=== Problem statement ===
Copy out each line from the material where the word "pixel" is found.

BEGIN Source data

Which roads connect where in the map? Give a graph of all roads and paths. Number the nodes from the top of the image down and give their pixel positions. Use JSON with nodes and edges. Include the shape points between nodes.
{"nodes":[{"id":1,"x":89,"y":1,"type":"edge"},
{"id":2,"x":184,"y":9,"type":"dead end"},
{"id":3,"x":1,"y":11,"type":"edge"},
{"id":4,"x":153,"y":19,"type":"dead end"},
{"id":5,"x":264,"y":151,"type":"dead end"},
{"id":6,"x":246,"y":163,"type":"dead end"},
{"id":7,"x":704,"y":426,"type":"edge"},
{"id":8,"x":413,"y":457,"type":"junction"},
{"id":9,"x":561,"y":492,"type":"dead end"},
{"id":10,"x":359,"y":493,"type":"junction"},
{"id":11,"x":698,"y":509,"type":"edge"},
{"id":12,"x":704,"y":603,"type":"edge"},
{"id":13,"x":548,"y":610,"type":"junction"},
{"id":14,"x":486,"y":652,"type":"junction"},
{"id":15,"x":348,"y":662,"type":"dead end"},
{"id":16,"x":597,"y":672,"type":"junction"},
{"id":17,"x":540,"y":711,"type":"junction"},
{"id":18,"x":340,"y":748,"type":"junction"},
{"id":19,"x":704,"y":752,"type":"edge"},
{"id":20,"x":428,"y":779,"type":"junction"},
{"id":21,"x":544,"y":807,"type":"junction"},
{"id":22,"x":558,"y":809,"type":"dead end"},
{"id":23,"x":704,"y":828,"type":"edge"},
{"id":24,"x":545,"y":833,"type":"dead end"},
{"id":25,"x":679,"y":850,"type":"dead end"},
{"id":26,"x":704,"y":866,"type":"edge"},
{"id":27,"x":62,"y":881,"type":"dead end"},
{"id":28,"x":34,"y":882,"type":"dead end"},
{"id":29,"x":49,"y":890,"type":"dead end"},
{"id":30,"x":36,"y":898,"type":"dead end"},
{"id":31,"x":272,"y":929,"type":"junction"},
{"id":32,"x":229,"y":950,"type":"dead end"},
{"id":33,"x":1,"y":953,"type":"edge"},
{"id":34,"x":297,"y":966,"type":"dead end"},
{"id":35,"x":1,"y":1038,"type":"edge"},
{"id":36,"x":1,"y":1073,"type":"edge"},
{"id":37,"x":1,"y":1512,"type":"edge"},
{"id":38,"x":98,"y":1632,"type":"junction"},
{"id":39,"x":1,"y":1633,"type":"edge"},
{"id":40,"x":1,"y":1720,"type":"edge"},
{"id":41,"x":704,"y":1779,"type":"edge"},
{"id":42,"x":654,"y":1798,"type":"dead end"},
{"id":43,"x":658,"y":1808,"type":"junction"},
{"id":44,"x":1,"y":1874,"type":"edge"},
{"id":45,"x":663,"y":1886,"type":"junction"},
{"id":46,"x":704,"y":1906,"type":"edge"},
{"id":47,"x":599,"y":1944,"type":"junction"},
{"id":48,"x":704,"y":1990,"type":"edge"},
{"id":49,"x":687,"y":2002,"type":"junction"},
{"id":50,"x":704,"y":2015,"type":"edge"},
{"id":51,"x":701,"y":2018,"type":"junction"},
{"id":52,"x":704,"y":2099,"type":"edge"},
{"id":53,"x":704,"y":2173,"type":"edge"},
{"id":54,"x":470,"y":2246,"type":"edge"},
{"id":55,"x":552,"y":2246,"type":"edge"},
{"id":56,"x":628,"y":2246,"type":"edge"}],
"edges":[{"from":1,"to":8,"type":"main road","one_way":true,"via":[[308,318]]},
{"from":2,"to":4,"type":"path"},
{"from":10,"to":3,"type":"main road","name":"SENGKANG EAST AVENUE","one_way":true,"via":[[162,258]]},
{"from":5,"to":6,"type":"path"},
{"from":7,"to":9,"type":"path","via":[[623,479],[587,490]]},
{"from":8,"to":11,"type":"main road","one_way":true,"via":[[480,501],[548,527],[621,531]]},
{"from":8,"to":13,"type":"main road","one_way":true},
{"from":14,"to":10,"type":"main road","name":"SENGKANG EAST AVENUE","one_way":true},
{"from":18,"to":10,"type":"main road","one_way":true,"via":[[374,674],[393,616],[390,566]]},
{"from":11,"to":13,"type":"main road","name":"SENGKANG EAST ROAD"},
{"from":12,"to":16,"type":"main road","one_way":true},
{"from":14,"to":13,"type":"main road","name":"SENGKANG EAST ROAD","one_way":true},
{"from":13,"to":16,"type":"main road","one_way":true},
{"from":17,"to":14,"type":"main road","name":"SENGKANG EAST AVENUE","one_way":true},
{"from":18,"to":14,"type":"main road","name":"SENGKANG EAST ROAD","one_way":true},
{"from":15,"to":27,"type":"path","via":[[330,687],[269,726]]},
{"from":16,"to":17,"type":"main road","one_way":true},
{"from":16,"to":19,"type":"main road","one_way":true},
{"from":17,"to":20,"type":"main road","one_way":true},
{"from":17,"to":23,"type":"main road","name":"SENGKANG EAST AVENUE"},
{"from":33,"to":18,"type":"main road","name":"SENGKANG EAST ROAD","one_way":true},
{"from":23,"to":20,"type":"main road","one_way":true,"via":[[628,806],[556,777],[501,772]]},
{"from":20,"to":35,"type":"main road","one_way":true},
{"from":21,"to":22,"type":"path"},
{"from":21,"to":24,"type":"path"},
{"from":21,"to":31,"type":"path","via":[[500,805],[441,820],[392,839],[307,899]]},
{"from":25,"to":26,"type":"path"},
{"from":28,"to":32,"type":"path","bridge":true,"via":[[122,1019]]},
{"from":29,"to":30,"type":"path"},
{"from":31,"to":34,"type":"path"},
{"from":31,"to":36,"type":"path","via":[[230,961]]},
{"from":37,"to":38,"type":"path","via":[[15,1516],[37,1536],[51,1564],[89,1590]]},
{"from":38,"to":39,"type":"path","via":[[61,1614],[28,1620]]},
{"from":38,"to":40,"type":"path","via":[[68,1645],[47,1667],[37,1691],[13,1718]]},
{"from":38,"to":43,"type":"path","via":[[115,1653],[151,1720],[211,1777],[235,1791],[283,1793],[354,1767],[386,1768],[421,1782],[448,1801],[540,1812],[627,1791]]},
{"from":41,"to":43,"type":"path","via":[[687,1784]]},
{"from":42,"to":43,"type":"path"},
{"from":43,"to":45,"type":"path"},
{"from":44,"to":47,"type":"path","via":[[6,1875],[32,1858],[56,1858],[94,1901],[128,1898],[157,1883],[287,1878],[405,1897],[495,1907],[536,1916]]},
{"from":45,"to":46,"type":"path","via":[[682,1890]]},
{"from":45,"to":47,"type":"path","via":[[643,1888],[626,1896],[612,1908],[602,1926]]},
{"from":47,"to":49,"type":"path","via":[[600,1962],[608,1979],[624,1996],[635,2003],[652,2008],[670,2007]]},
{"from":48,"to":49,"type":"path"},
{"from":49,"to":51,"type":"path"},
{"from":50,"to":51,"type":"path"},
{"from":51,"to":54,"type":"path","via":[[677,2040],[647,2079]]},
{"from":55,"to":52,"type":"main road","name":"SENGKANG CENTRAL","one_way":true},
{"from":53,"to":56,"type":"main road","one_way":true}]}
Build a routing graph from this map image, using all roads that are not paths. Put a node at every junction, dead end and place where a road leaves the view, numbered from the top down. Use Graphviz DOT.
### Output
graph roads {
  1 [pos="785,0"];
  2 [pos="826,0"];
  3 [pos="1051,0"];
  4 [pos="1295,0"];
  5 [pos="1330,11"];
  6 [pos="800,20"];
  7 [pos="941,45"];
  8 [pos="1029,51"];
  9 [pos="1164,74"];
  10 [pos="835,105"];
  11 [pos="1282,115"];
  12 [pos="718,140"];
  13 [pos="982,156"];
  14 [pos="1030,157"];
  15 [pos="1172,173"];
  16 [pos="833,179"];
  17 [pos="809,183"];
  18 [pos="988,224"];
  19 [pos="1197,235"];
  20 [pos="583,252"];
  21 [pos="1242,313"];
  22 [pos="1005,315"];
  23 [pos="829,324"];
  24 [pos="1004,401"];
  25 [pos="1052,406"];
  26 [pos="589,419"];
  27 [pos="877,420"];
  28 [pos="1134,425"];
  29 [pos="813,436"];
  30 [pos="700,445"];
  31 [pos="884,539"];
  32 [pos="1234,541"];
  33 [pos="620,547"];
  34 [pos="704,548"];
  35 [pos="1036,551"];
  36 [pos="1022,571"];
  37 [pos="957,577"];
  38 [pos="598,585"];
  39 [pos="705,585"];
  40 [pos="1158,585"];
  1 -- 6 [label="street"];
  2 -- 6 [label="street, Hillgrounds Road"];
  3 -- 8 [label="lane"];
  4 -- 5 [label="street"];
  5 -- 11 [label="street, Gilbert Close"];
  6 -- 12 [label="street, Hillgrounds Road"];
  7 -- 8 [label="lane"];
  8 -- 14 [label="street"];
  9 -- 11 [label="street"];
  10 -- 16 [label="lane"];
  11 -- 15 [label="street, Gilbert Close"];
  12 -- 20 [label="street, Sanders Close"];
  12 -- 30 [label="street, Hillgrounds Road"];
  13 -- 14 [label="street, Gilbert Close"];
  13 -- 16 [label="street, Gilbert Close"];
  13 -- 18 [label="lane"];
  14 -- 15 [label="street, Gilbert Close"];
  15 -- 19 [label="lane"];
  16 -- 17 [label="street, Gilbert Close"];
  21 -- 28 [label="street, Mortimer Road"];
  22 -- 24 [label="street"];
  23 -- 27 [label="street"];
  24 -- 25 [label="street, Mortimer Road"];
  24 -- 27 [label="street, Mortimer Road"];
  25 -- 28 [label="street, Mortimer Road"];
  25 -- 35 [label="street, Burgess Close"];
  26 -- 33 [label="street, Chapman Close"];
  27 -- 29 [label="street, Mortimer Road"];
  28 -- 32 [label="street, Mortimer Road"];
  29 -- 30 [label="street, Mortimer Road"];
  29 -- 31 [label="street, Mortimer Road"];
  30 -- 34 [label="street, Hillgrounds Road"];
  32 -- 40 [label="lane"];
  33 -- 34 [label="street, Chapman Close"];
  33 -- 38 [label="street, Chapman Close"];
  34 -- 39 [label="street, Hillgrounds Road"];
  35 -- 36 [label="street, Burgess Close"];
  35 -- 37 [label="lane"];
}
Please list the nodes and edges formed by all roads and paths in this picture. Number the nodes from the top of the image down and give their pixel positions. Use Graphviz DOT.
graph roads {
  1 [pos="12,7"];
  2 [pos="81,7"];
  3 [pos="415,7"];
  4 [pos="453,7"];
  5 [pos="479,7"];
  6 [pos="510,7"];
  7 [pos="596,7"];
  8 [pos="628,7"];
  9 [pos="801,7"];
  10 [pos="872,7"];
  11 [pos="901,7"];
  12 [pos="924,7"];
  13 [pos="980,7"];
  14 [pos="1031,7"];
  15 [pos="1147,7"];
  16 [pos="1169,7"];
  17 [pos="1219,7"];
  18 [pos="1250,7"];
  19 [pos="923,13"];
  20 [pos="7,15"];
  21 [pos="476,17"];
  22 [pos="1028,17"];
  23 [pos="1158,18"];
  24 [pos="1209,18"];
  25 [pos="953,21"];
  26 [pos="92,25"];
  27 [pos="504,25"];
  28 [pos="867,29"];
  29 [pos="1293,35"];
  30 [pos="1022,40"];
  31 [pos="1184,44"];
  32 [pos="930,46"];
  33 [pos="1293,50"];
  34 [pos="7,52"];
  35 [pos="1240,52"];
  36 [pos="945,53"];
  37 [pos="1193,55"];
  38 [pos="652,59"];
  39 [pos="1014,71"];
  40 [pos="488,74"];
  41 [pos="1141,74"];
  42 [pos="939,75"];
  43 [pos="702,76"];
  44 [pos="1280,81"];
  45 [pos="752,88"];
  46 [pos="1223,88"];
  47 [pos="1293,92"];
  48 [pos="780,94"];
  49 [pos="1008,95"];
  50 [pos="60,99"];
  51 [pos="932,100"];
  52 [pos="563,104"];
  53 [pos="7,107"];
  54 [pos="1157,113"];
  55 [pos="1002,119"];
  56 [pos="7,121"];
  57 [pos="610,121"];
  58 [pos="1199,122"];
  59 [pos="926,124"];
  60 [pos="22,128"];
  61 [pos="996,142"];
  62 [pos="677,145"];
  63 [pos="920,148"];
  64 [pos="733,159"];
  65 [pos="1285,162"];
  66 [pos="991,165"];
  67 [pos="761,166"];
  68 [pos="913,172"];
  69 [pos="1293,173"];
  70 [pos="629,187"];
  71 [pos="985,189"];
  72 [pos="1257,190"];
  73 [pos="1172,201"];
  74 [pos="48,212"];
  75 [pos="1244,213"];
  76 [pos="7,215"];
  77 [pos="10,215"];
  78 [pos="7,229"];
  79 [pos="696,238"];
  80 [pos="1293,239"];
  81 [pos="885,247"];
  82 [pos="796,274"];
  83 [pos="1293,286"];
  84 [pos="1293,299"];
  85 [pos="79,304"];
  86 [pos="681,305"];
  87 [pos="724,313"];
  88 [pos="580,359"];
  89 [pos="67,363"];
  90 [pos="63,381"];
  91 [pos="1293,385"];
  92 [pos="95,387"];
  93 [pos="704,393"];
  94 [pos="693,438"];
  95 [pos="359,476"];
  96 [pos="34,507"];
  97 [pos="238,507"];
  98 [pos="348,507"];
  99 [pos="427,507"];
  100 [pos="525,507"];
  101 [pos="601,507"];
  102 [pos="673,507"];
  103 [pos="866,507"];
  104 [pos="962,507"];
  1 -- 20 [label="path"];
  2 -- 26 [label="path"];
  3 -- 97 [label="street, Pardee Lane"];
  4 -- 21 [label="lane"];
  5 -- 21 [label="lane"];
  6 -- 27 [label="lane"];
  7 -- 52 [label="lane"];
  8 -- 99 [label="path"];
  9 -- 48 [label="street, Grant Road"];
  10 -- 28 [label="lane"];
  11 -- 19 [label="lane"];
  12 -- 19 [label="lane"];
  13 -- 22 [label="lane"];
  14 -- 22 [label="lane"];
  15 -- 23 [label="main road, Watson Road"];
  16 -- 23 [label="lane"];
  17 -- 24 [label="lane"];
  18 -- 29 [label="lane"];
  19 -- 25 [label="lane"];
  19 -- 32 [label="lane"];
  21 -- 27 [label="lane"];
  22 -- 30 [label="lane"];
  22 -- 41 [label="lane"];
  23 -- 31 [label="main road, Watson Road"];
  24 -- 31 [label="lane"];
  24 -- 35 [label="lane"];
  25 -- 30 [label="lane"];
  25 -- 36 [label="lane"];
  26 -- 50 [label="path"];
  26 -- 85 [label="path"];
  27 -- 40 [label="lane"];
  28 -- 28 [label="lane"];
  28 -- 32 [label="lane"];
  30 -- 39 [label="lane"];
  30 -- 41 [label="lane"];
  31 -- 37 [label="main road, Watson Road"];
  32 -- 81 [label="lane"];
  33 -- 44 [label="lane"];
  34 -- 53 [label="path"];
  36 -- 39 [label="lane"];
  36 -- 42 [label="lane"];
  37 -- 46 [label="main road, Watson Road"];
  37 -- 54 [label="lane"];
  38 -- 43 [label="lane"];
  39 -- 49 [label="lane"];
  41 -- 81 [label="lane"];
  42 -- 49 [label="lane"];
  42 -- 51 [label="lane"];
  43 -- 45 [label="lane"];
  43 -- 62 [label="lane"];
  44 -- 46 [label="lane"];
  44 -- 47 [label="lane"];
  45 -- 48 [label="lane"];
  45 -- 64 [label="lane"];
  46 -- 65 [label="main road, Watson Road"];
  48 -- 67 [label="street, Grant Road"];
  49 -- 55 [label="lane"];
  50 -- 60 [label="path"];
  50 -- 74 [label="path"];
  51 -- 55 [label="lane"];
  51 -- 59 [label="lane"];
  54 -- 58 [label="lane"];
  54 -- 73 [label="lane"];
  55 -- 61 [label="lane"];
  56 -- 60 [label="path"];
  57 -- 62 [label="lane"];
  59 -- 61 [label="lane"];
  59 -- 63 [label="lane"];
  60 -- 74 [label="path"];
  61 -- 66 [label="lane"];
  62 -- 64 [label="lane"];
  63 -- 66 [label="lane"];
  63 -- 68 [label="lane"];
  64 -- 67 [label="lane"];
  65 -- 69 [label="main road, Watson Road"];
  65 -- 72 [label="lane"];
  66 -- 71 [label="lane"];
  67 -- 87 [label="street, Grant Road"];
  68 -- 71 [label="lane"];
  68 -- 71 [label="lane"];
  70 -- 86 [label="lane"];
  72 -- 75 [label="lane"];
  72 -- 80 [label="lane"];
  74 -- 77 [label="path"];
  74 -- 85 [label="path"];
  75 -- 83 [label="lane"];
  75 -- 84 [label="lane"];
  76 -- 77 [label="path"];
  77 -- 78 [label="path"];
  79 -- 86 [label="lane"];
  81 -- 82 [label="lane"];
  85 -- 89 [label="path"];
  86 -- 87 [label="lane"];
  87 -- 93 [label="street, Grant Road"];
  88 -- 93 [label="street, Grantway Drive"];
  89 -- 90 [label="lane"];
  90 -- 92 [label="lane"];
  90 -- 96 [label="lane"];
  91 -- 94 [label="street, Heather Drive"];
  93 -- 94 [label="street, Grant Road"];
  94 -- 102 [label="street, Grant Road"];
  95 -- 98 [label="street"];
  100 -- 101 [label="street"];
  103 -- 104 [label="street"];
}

END Source data

=== Reply to the task ===
Which roads connect where in the map? Give a graph of all roads and paths. Number the nodes from the top of the image down and give their pixel positions. Use JSON with nodes and edges. Include the shape points between nodes.
Please list the nodes and edges formed by all roads and paths in this picture. Number the nodes from the top of the image down and give their pixel positions. Use Graphviz DOT.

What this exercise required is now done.